Initial 4x4 foot area dug up for the bed's base.
Meanwhile, we ordered and had delivered a HUGE pile of vegetable garden mix from Cedar Grove Compost. We thought perhaps they had given us some extra for free as it certainly seemed a lot more than we needed.

We finished digging up the lawn and then used the reclaimed dirt from the sod chunks and a bag of topsoil we had to make it as level as possible. I thought we were supposed to line the bed with black plastic to help make it last longer as it would keep the soil and its organisms more separated from the wood. After lining half of it, Jeff thought we shouldn't line it as he didn't really find any references online to doing that. (I think I got the idea from this picture.) So we decided to do a non-scientific test and leave it half and half.

Unfortunately, I ended up with a horrible headache the day we were starting to load the new bed with dirt. When I was finally able to crawl out of our bed, J demonstrated the technique he had invented to more easily spread the dirt from the (shiney new) wheelbarrow into the bed. He used the rake and wedged it under the lip of the wheelbarrow to tilt it at an angle.

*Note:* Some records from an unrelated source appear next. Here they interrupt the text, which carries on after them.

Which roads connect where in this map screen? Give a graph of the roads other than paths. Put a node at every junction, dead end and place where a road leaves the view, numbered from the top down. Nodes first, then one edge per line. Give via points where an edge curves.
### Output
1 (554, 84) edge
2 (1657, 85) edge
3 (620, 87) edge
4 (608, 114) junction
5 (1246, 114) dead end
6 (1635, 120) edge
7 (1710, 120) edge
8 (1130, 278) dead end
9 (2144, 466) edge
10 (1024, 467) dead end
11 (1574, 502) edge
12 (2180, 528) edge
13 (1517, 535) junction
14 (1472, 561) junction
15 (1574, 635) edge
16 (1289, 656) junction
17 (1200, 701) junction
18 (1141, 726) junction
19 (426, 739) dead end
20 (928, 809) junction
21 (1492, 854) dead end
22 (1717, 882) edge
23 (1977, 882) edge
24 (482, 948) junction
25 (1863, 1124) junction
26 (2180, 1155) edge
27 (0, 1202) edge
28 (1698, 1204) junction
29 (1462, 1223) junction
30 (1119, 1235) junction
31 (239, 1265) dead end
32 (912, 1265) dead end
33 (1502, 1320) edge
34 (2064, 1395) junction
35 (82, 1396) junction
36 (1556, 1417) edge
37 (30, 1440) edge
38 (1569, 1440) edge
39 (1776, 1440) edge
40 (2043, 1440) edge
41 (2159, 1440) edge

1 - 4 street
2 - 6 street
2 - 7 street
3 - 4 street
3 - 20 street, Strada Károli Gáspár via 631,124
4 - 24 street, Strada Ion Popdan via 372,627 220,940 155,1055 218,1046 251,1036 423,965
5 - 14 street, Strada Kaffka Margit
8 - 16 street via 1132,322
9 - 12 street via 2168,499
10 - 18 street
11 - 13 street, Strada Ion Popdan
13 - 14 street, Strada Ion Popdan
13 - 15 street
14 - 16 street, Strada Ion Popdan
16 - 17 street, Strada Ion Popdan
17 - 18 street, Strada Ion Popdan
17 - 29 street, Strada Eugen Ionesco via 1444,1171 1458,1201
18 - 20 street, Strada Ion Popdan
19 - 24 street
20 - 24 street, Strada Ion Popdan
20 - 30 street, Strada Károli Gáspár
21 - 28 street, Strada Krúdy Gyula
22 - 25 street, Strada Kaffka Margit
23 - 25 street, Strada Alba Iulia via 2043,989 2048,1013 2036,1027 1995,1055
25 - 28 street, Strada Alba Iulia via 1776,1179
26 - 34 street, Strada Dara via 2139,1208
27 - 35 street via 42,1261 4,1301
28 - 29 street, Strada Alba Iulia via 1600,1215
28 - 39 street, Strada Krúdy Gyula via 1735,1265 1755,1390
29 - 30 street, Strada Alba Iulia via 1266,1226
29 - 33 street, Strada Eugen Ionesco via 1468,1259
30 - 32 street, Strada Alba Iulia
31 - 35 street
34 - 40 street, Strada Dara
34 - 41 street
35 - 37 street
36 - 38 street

Left: HUGE pile of soil from Cedar Grove; Right: J showing me how
he wedges the rake under the wheelbarrow to make it easier on the back.
The vegetable bed looked so great...and the pile of soil was barely dinted. We scratched our heads until we realized we had calculated how much we needed based on 3 feet height (I think I dreamed up that number based on the fact that they were three boards high, even though they were only 1x6) instead of 17". That meant we ordered a little more than double. J drove to the store and bought some more lumber and quickly made a second bed. This time, we decided NOT to dig up the lawn under it, so we'll see what, if any, difference that makes.

The second bed looks better than the first, partly because J knew what we were doing this time. However, the other reason is because it didn't get moved about constantly. Learn from us, only move your bed once or twice if you can help me. We were constantly moving the first one up on end and back down as we tested things, made measurements, prepared the ground, etc. Sitting in the rain and with all that movement, half the boards somehow wiggled loose despite being screwed instead of nailed.
Something we forgot when it comes to buying most vegetables - usually there are more than one plant to the pot. In the past, we've only bought tomatoes and two peppers. They only have one plant to the pot. We ended up needing that second vegetable bed since there were six brussel sprout plants in the one container, six chard, six cucumber (and we bought two)! It turned out to be serendipitious that I miscalculated our soil needs. We were able to give all our vegetables homes and still have enough left over for our herb spiral, which is our next major yard project.

Ta-Da! The vegetables all tucked in their new beds.